Directions for this task:
Filter the entries below, keeping only lines with "their".

--------------------

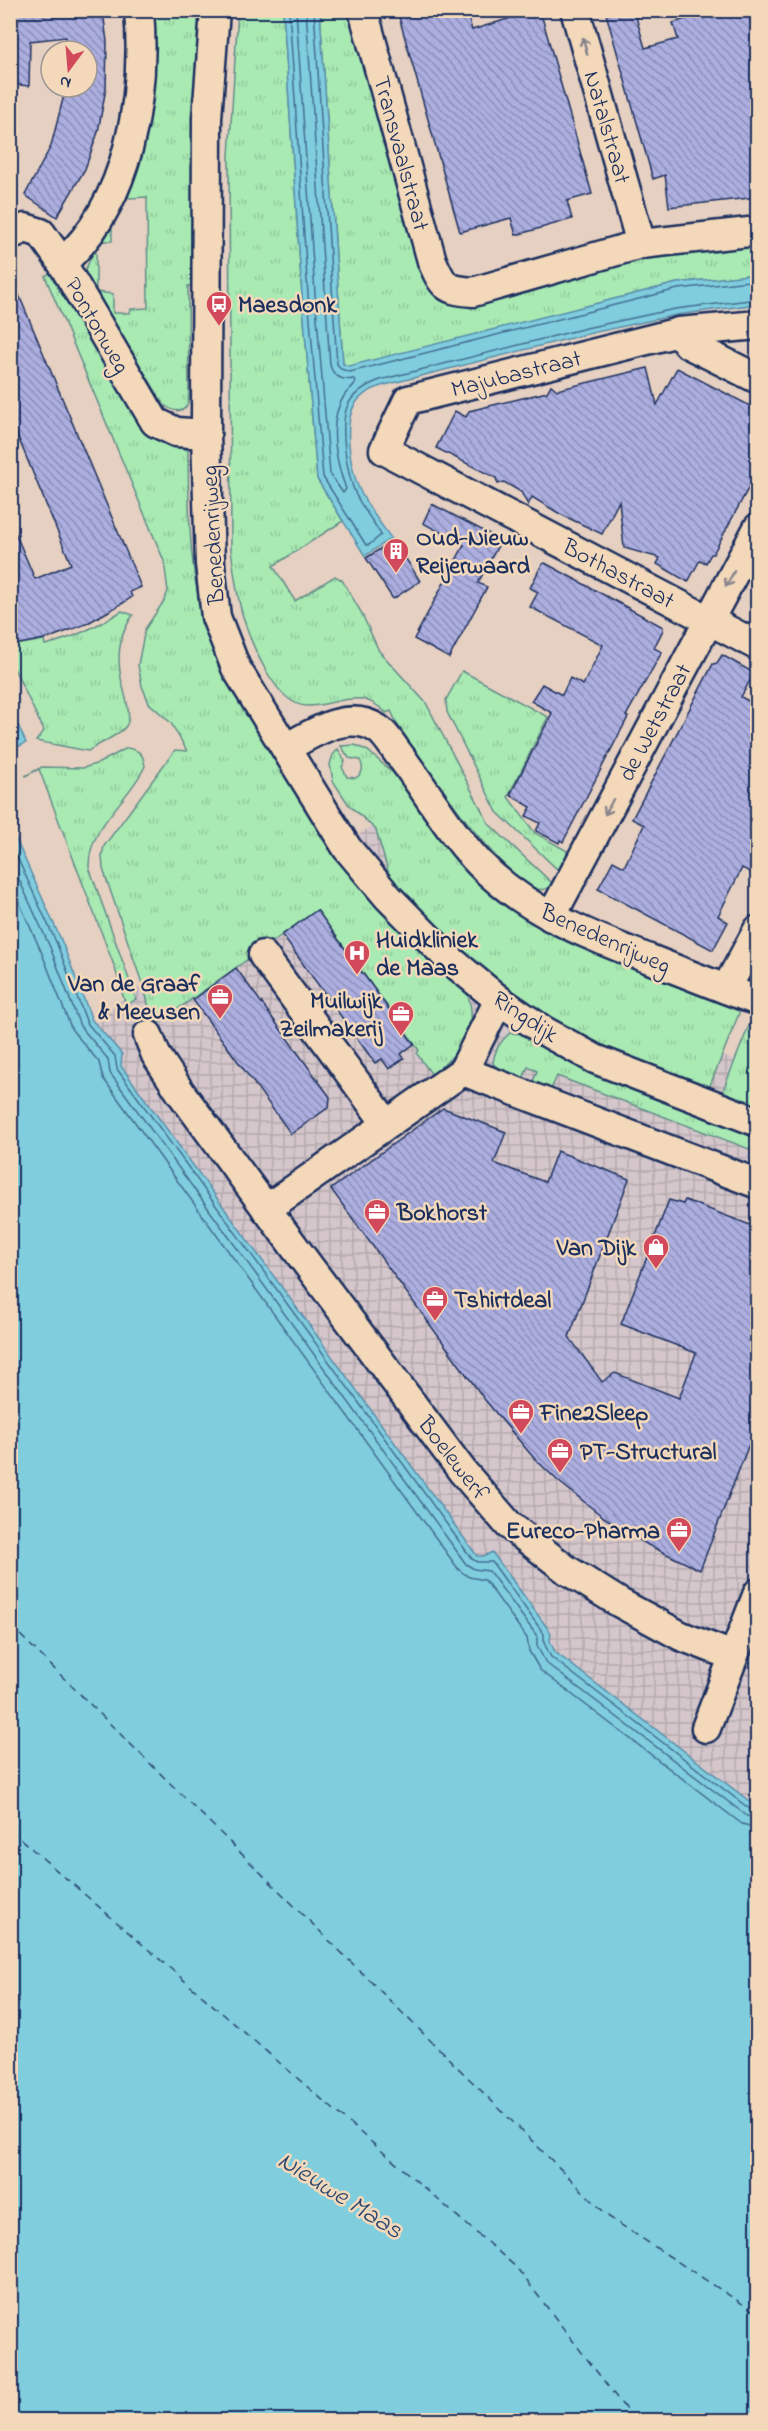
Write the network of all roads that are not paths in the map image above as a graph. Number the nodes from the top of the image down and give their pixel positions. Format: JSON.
{"nodes":[{"id":1,"x":139,"y":10,"type":"edge"},
{"id":2,"x":215,"y":10,"type":"edge"},
{"id":3,"x":363,"y":10,"type":"edge"},
{"id":4,"x":575,"y":10,"type":"edge"},
{"id":5,"x":758,"y":231,"type":"edge"},
{"id":6,"x":10,"y":235,"type":"edge"},
{"id":7,"x":641,"y":244,"type":"junction"},
{"id":8,"x":62,"y":263,"type":"junction"},
{"id":9,"x":758,"y":325,"type":"edge"},
{"id":10,"x":679,"y":332,"type":"junction"},
{"id":11,"x":758,"y":379,"type":"edge"},
{"id":12,"x":206,"y":434,"type":"junction"},
{"id":13,"x":384,"y":450,"type":"joint"},
{"id":14,"x":758,"y":528,"type":"edge"},
{"id":15,"x":708,"y":619,"type":"junction"},
{"id":16,"x":758,"y":646,"type":"edge"},
{"id":17,"x":286,"y":748,"type":"junction"},
{"id":18,"x":550,"y":917,"type":"junction"},
{"id":19,"x":758,"y":930,"type":"edge"},
{"id":20,"x":263,"y":955,"type":"dead end"},
{"id":21,"x":726,"y":989,"type":"junction"},
{"id":22,"x":499,"y":1000,"type":"junction"},
{"id":23,"x":758,"y":1001,"type":"edge"},
{"id":24,"x":148,"y":1035,"type":"dead end"},
{"id":25,"x":462,"y":1071,"type":"junction"},
{"id":26,"x":758,"y":1122,"type":"edge"},
{"id":27,"x":386,"y":1123,"type":"junction"},
{"id":28,"x":758,"y":1184,"type":"edge"},
{"id":29,"x":266,"y":1209,"type":"junction"},
{"id":30,"x":758,"y":1593,"type":"edge"},
{"id":31,"x":734,"y":1656,"type":"junction"},
{"id":32,"x":706,"y":1728,"type":"dead end"}],
"edges":[{"from":1,"to":8,"type":"street","name":"Pontonweg"},
{"from":2,"to":12,"type":"street","name":"Benedenrijweg"},
{"from":3,"to":7,"type":"street","name":"Transvaalstraat"},
{"from":7,"to":4,"type":"street","name":"Natalstraat","one_way":true},
{"from":5,"to":7,"type":"street"},
{"from":6,"to":8,"type":"street"},
{"from":8,"to":12,"type":"street","name":"Pontonweg"},
{"from":9,"to":10,"type":"street","name":"Majubastraat"},
{"from":10,"to":11,"type":"street"},
{"from":10,"to":13,"type":"street","name":"Majubastraat"},
{"from":12,"to":17,"type":"street","name":"Benedenrijweg"},
{"from":13,"to":15,"type":"street","name":"Bothastraat"},
{"from":14,"to":15,"type":"street","name":"de Wetstraat","one_way":true},
{"from":15,"to":16,"type":"street","name":"Bothastraat"},
{"from":15,"to":18,"type":"street","name":"de Wetstraat","one_way":true},
{"from":17,"to":18,"type":"street","name":"Benedenrijweg"},
{"from":17,"to":22,"type":"street","name":"Ringdijk"},
{"from":18,"to":21,"type":"street","name":"Benedenrijweg"},
{"from":19,"to":21,"type":"street"},
{"from":20,"to":27,"type":"street"},
{"from":21,"to":23,"type":"street","name":"Benedenrijweg"},
{"from":22,"to":25,"type":"street"},
{"from":22,"to":26,"type":"street","name":"Ringdijk"},
{"from":24,"to":29,"type":"street","name":"Boelewerf"},
{"from":25,"to":27,"type":"street"},
{"from":25,"to":28,"type":"street"},
{"from":27,"to":29,"type":"street"},
{"from":29,"to":31,"type":"street","name":"Boelewerf"},
{"from":30,"to":31,"type":"street"},
{"from":31,"to":32,"type":"street"}]}
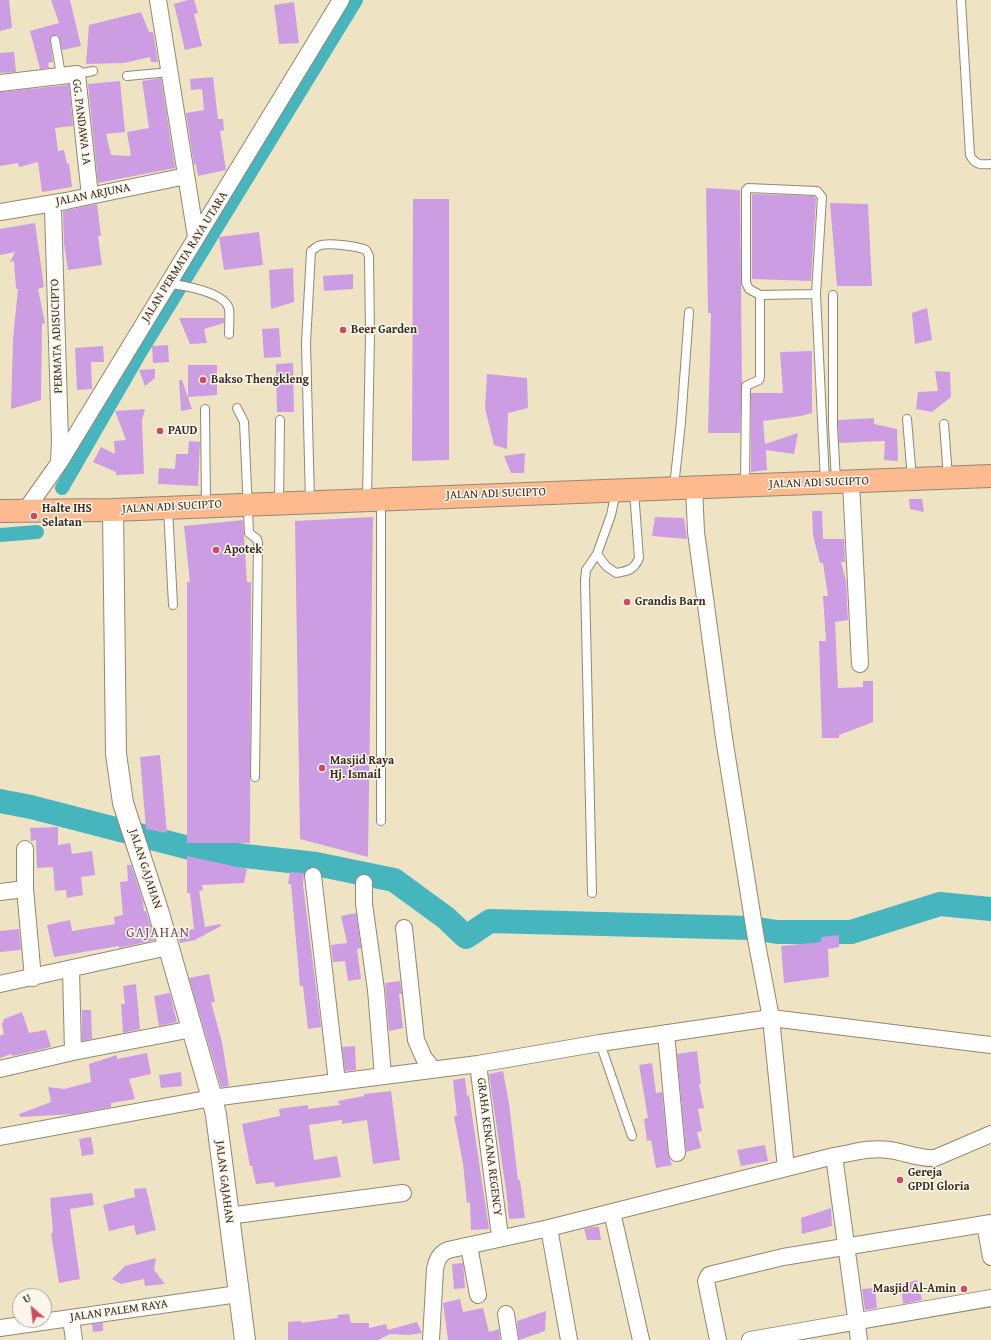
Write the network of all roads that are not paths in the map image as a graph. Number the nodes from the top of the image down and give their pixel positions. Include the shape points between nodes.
1 (158, 0) edge
2 (341, 0) edge
3 (961, 0) edge
4 (55, 40) dead end
5 (93, 71) dead end
6 (170, 72) junction
7 (69, 75) junction
8 (128, 76) dead end
9 (0, 83) edge
10 (991, 164) edge
11 (186, 176) junction
12 (90, 196) junction
13 (53, 209) dead end
14 (0, 212) edge
15 (196, 237) junction
16 (172, 284) junction
17 (816, 294) junction
18 (760, 295) junction
19 (833, 295) dead end
20 (689, 312) dead end
21 (229, 334) dead end
22 (237, 408) dead end
23 (204, 409) dead end
24 (907, 419) dead end
25 (280, 420) dead end
26 (944, 424) dead end
27 (59, 463) junction
28 (991, 476) edge
29 (948, 478) junction
30 (912, 480) junction
31 (838, 482) junction
32 (746, 486) junction
33 (684, 487) junction
34 (625, 490) junction
35 (374, 499) junction
36 (310, 501) junction
37 (279, 503) junction
38 (247, 504) junction
39 (206, 505) junction
40 (168, 507) junction
41 (112, 510) junction
42 (0, 511) edge
43 (25, 511) junction
44 (597, 554) junction
45 (173, 605) dead end
46 (860, 664) dead end
47 (255, 777) dead end
48 (381, 821) dead end
49 (25, 849) dead end
50 (313, 876) dead end
51 (364, 883) dead end
52 (25, 888) junction
53 (0, 892) edge
54 (592, 893) dead end
55 (404, 928) dead end
56 (168, 947) junction
57 (71, 969) junction
58 (33, 978) junction
59 (0, 984) edge
60 (771, 1018) junction
61 (192, 1028) junction
62 (666, 1033) junction
63 (600, 1043) junction
64 (991, 1045) edge
65 (73, 1052) junction
66 (478, 1064) junction
67 (0, 1069) edge
68 (433, 1070) junction
69 (383, 1076) junction
70 (337, 1082) junction
71 (212, 1098) junction
72 (991, 1134) edge
73 (632, 1136) dead end
74 (0, 1137) edge
75 (677, 1153) dead end
76 (834, 1156) junction
77 (786, 1168) junction
78 (403, 1193) dead end
79 (612, 1212) junction
80 (228, 1216) junction
81 (988, 1224) edge
82 (549, 1228) junction
83 (499, 1229) dead end
84 (469, 1246) junction
85 (846, 1247) junction
86 (991, 1257) edge
87 (238, 1294) junction
88 (478, 1294) dead end
89 (991, 1298) edge
90 (506, 1314) dead end
91 (71, 1319) junction
92 (857, 1321) junction
93 (0, 1328) edge
94 (801, 1335) edge
95 (74, 1340) edge
96 (245, 1340) edge
97 (430, 1340) edge
98 (510, 1340) edge
99 (569, 1340) edge
100 (641, 1340) edge
101 (718, 1340) edge
102 (750, 1340) edge
103 (859, 1340) edge

1 - 6 street
2 - 15 street, JALAN PERMATA RAYA UTARA
3 - 10 lane via 970,155 973,161 979,164
4 - 7 lane
5 - 7 lane
6 - 8 lane
6 - 11 street
7 - 9 street, GG. PANDAWA 1A
7 - 12 street, GG. PANDAWA 1A
11 - 12 street, JALAN ARJUNA
11 - 15 street
12 - 14 street, JALAN ARJUNA
13 - 27 street, PERMATA ADISUCIPTO
15 - 16 street, JALAN PERMATA RAYA UTARA
16 - 21 lane via 191,287 218,296 226,302
16 - 27 street, JALAN PERMATA RAYA UTARA
17 - 18 lane
17 - 18 lane via 821,194 817,191 750,187 746,190 746,283 749,289
17 - 31 lane
18 - 32 lane via 760,377 746,386
19 - 31 lane via 833,426
20 - 33 lane via 681,422
22 - 38 lane via 244,422
23 - 39 lane
24 - 30 lane
25 - 37 lane
26 - 29 lane
27 - 43 street, JALAN PERMATA RAYA UTARA
28 - 29 highway, JALAN ADI SUCIPTO
29 - 30 highway, JALAN ADI SUCIPTO
30 - 31 highway, JALAN ADI SUCIPTO
31 - 32 highway, JALAN ADI SUCIPTO
31 - 46 street
32 - 33 highway, JALAN ADI SUCIPTO
33 - 34 highway, JALAN ADI SUCIPTO
33 - 60 street via 696,532 724,738
34 - 35 highway, JALAN ADI SUCIPTO
34 - 44 lane via 611,515
34 - 44 lane via 639,558 636,566 630,571 616,573 606,566
35 - 36 highway, JALAN ADI SUCIPTO
35 - 36 lane via 369,256 366,250 360,247 319,245 310,251 306,343
35 - 48 lane
36 - 37 highway, JALAN ADI SUCIPTO
37 - 38 highway, JALAN ADI SUCIPTO
38 - 39 highway, JALAN ADI SUCIPTO
38 - 47 lane via 249,533 258,543
39 - 40 highway, JALAN ADI SUCIPTO
40 - 41 highway, JALAN ADI SUCIPTO
40 - 45 lane
41 - 43 highway, JALAN ADI SUCIPTO
41 - 56 street, JALAN GAJAHAN via 116,754 121,790
42 - 43 highway, JALAN ADI SUCIPTO
44 - 54 lane via 586,570 585,581
49 - 52 street
50 - 70 street
51 - 69 street via 364,904 376,990
52 - 53 street
52 - 58 street
55 - 68 street via 416,1040
56 - 57 street
56 - 61 street, JALAN GAJAHAN
57 - 58 street
57 - 65 street
58 - 59 street
60 - 62 street
60 - 64 street
60 - 77 street
61 - 65 street
61 - 71 street, JALAN GAJAHAN
62 - 63 street
62 - 75 street
63 - 66 street
63 - 73 lane
65 - 67 street
66 - 68 street
66 - 83 street, GRAHA KENCANA REGENCY
68 - 69 street
69 - 70 street
70 - 71 street
71 - 74 street
71 - 80 street, JALAN GAJAHAN
72 - 76 street via 928,1159 888,1149 871,1149
76 - 77 street
76 - 85 street
77 - 79 street
78 - 80 street
79 - 82 street
79 - 100 street
80 - 87 street, JALAN GAJAHAN
81 - 85 street
81 - 86 street
82 - 84 street
82 - 99 street
84 - 88 street
84 - 97 street via 448,1250 437,1260
85 - 92 street
85 - 101 street via 759,1262 709,1275 706,1281
87 - 91 street, JALAN PALEM RAYA
87 - 96 street, JALAN GAJAHAN
89 - 92 street
90 - 98 street
91 - 93 street, JALAN PALEM RAYA
91 - 95 street
92 - 94 street
92 - 103 street
94 - 102 street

--------------------

Answer box:
Write the network of all roads that are not paths in the map image above as a graph. Number the nodes from the top of the image down and give their pixel positions. Format: JSON.
Write the network of all roads that are not paths in the map image as a graph. Number the nodes from the top of the image down and give their pixel positions. Include the shape points between nodes.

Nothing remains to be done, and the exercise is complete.